What this task involves:
Report all lines from the entries below in which "Answer" appears.
[[ Entries provided, beginning ]]
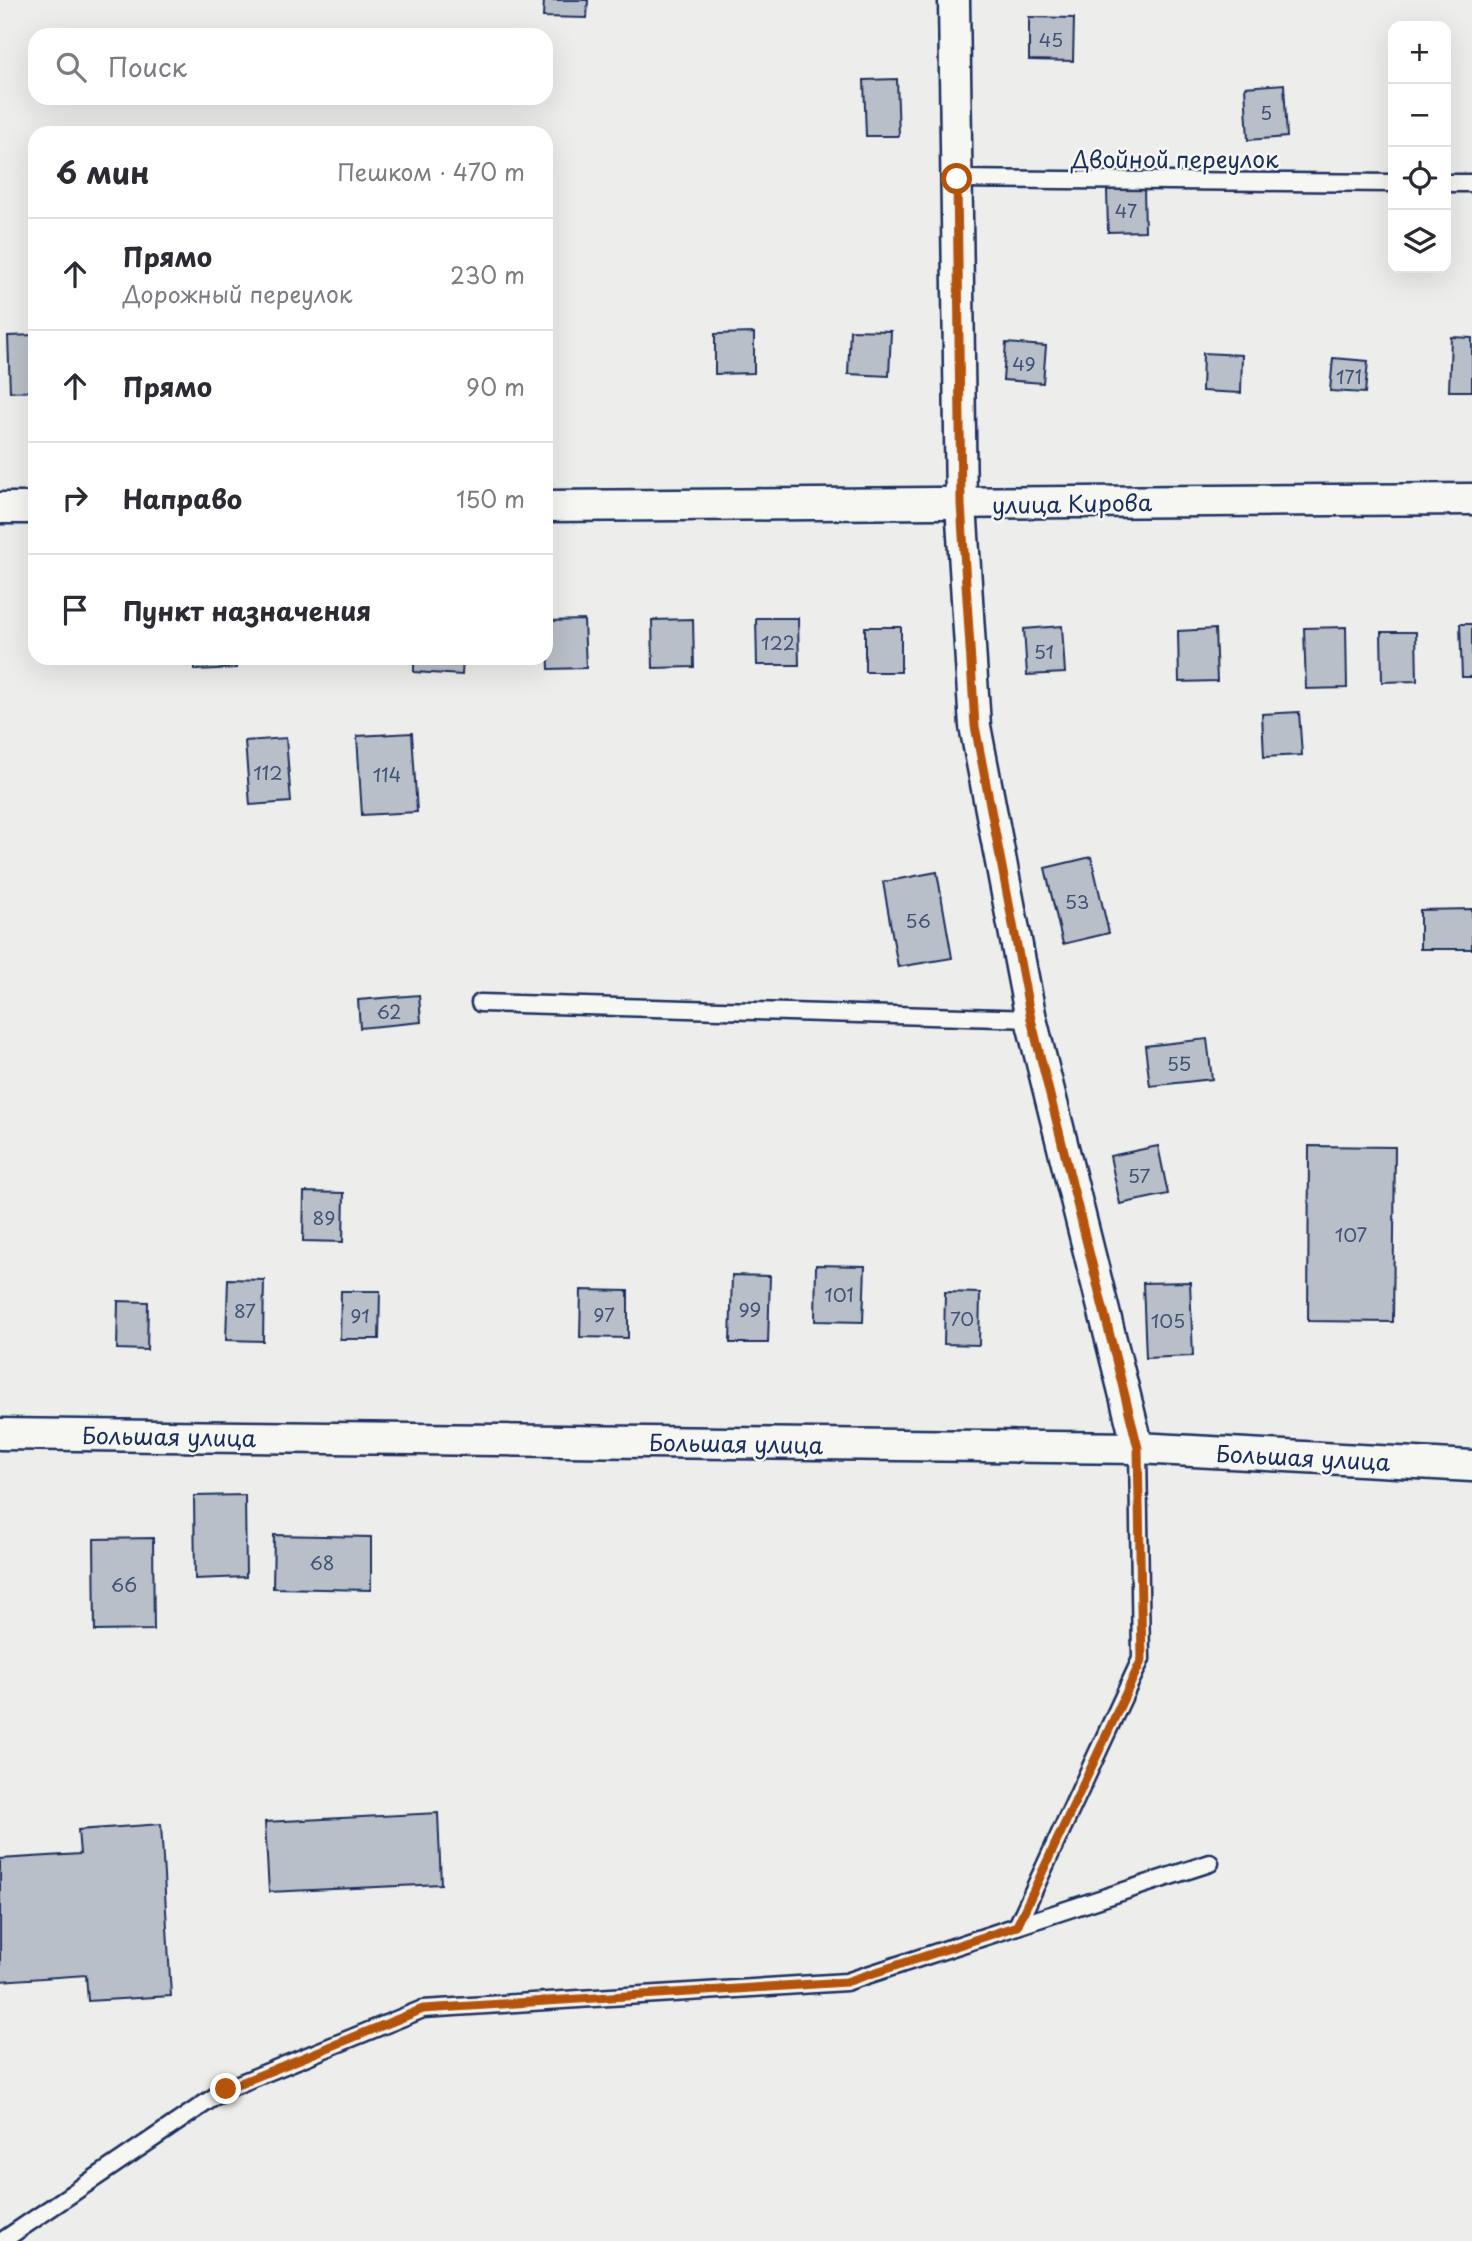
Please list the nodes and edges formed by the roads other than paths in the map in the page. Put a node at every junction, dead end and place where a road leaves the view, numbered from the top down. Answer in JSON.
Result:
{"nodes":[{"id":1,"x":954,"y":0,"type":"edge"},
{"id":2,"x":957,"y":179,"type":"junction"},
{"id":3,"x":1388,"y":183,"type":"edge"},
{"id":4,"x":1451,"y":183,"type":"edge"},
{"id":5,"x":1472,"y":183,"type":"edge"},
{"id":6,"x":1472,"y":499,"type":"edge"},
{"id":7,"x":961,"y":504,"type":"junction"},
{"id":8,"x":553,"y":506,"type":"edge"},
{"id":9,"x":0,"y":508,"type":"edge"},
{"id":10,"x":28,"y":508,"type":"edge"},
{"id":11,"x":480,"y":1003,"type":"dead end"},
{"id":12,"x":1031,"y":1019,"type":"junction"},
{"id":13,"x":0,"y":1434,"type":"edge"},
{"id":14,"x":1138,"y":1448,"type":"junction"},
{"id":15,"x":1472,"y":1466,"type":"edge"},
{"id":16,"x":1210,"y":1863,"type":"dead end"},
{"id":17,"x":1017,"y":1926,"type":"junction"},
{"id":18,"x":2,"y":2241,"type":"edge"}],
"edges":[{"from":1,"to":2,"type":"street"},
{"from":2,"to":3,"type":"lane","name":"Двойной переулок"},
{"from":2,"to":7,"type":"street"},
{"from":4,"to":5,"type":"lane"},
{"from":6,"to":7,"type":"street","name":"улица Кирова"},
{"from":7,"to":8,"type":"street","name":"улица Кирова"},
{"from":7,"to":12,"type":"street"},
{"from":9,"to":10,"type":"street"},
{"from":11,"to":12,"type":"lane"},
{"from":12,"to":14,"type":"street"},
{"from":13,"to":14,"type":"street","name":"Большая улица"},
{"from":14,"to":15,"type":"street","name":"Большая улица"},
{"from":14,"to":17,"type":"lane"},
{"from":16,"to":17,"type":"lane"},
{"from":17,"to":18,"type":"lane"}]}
[[ Entries provided, end ]]
[[ Entries provided, beginning ]]
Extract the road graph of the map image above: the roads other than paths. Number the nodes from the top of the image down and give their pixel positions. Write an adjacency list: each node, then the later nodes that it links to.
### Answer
[[ Entries provided, end ]]
Task response:
Please list the nodes and edges formed by the roads other than paths in the map in the page. Put a node at every junction, dead end and place where a road leaves the view, numbered from the top down. Answer in JSON.
### Answer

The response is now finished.